Selain berdialog dengan para TKI, Hatta juga meresmikan rumah singgah PAN dan TKI Center di wilayah Kantan Baru sekaligus melantik pengurus PAN di sana. Perwakilan PAN di Malaysia ini yang akan terlibat langsung dalam monitoring pemutihan TKI. "Kini sudah ada 5 TKI Center di Malaysia dari target 25 kantor di seluruh Malaysia," sebutnya.
Hatta juga menyerahkan bantuan beasiswa kepada 100 anak-anak TKI yang lahir di Malaysia. Setiap anak menerima 100 ringgit Malaysia.
Presiden DPP MM Jamal Nasir berharap PAN dapat memperjuangkan aspirasi para TKI ilegal sekaligus menjembatani komunikasi mereka dengan Pemerintah Indonesia. "Yang paling mendesak adalah percepatan penerbitan paspor karena KBRI di sini selalu beralasan kekurangan SDM," katanya.
Dia juga mengingatkan agar PAN membantu solusi penetapan status untuk anak-anak para TKI ilegal yang lahir di Malaysia. "Ada ratusan ribu anak-anak PATI asal Indonesia di sini.

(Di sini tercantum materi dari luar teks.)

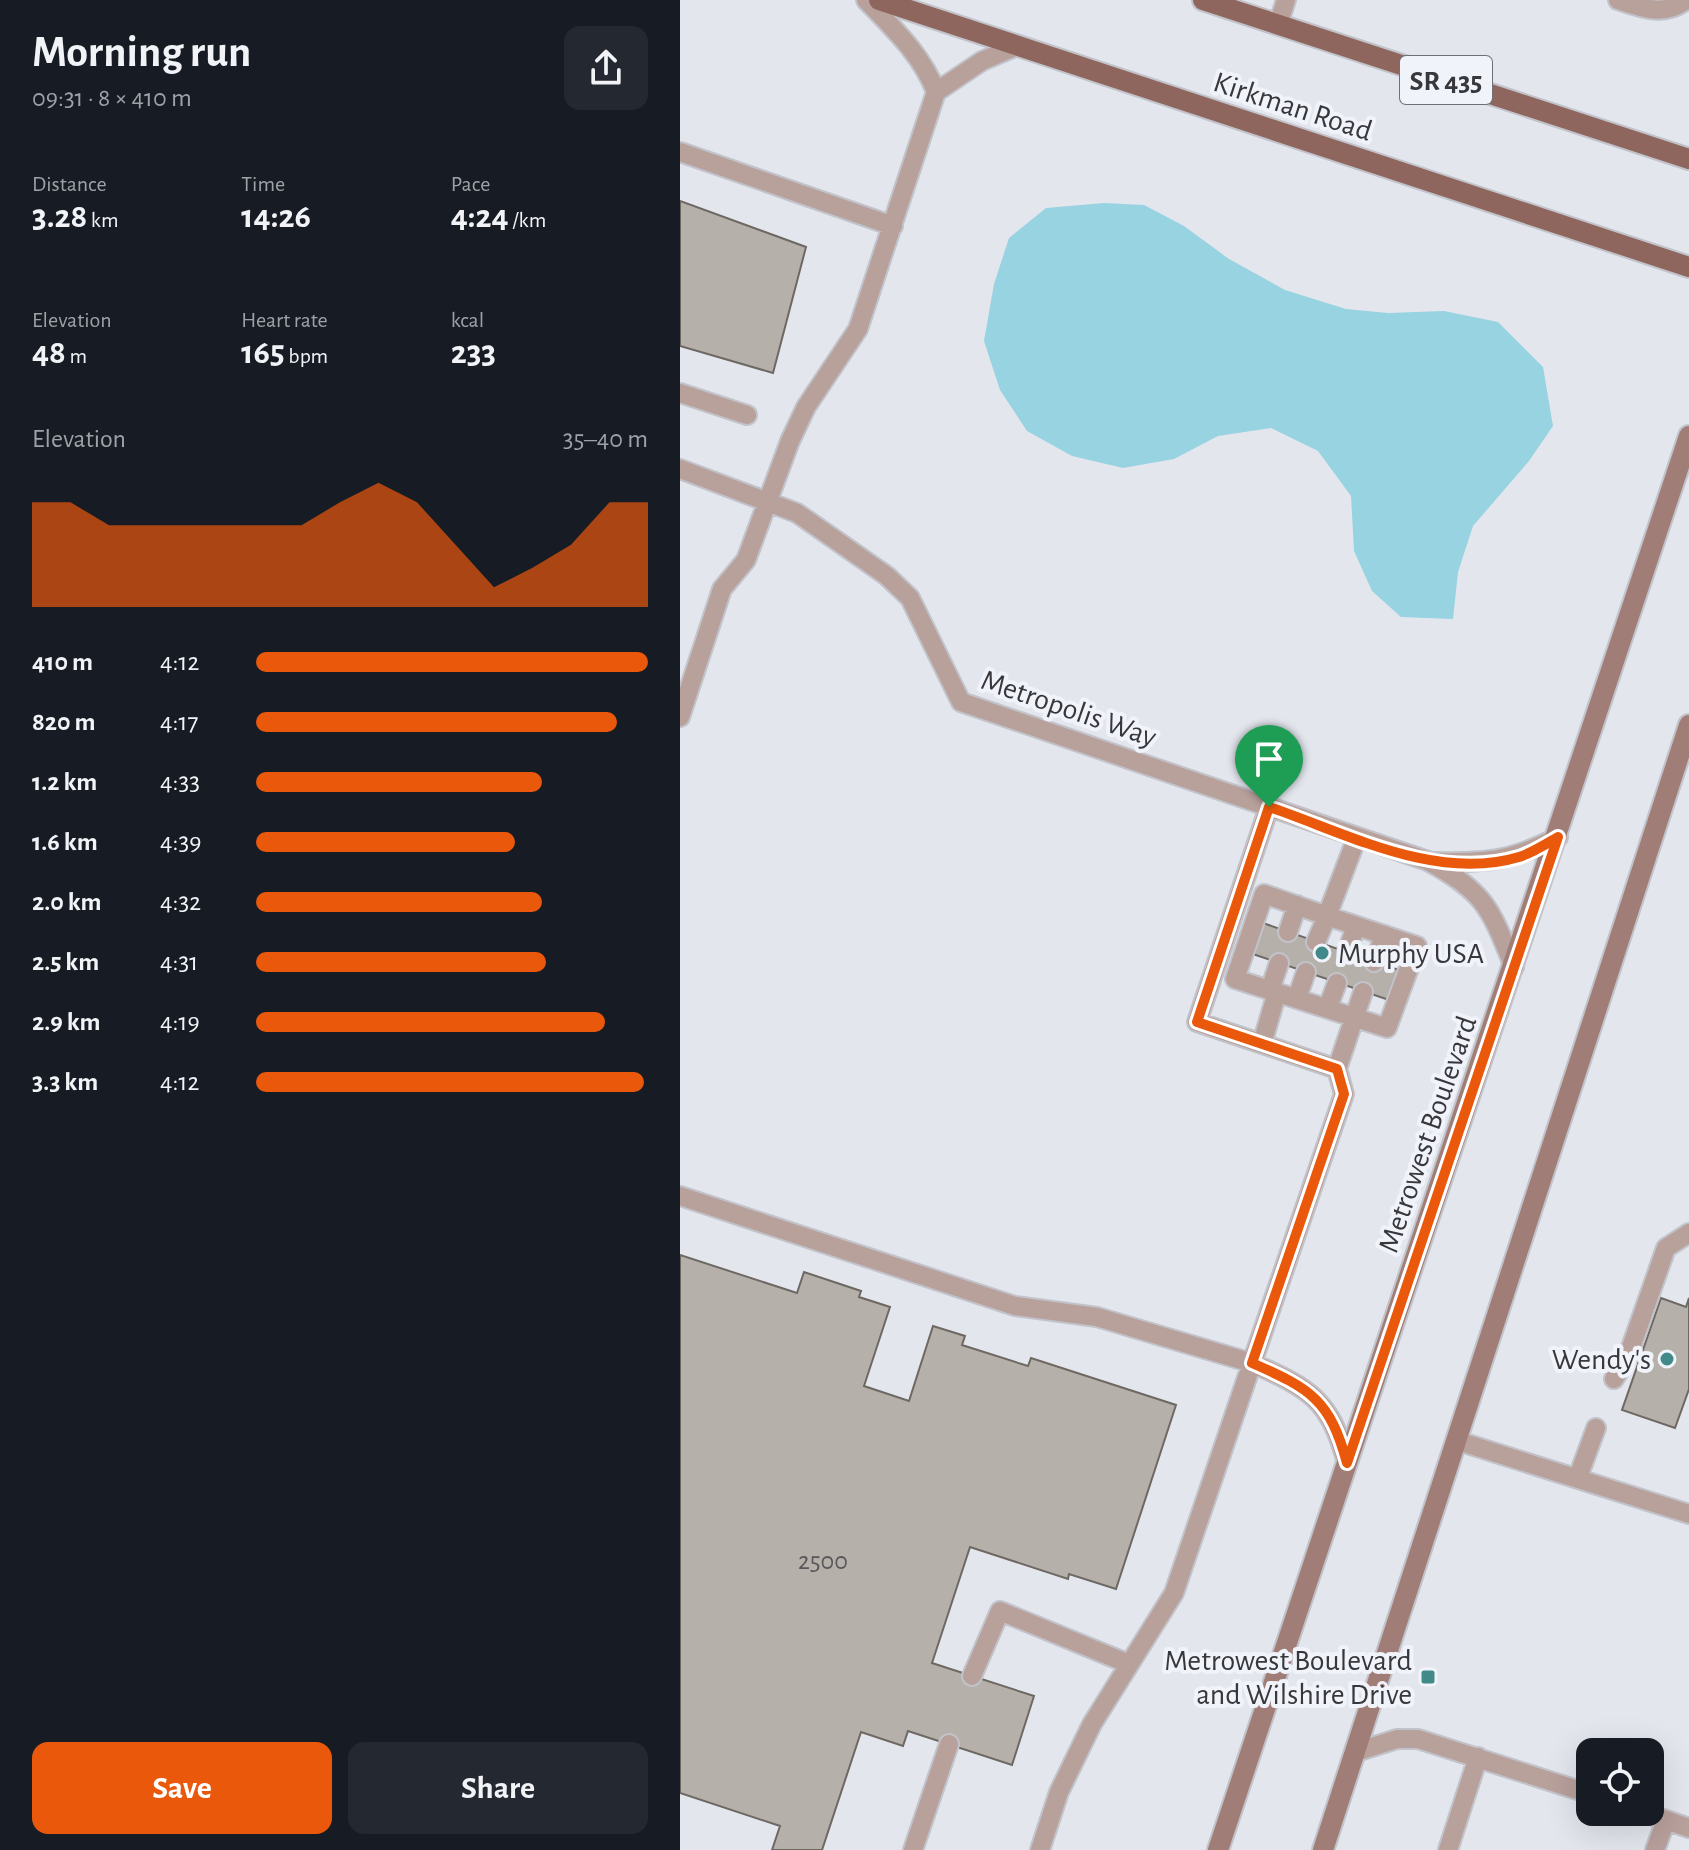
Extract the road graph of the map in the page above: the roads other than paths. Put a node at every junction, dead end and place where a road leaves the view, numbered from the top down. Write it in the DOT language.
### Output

Bagaimana status kewarganegaraannya? Karena Pemerintah Malaysia melarang pasangan pekerja asing memiliki anak di sini," beber Jamal.
Menurut Jamal, biaya pemutihan TKI ilegal bervariasi, terendah untuk pekerja sektor perkebunan yaitu 1.500 RM dan tertinggi untuk pekerja sekrtor perkhidmatan yakni 3.500 RM. Sebagian biaya ditanggung majikan, sisanya ditanggung TKI bersangkutan dengan cara dicicil.
Sunarno (32), TKI ilegal asal Malang, Jawa Timur, mengaku sangat terbantu dengan adanya program pemutihan ini. "Saya optimistis mendapat pekerjaan yang lebih layak setelah berstatus legal," kata pria yang sudah 2 tahun bekerja sebagai ripeh-ripeh (buruh bangunan) di Merlimau Batu Gajah, Melaka, ini. Dia menempuh perjalanan sekitar 4 jam untuk sampai ke TKI Center di Sungai Kantan.
Setiap bulan, Sunarno menyisihkan sebagian gajinya yang sebesar 1600 RM untuk membayar sisa cicilan biaya pemutihan. "Saya diminta bayar 4.250 RM. Nanti kalau izinnya sudah keluar, saya harus melunasi," ungkap bekas buruh perkebunan sawit ini.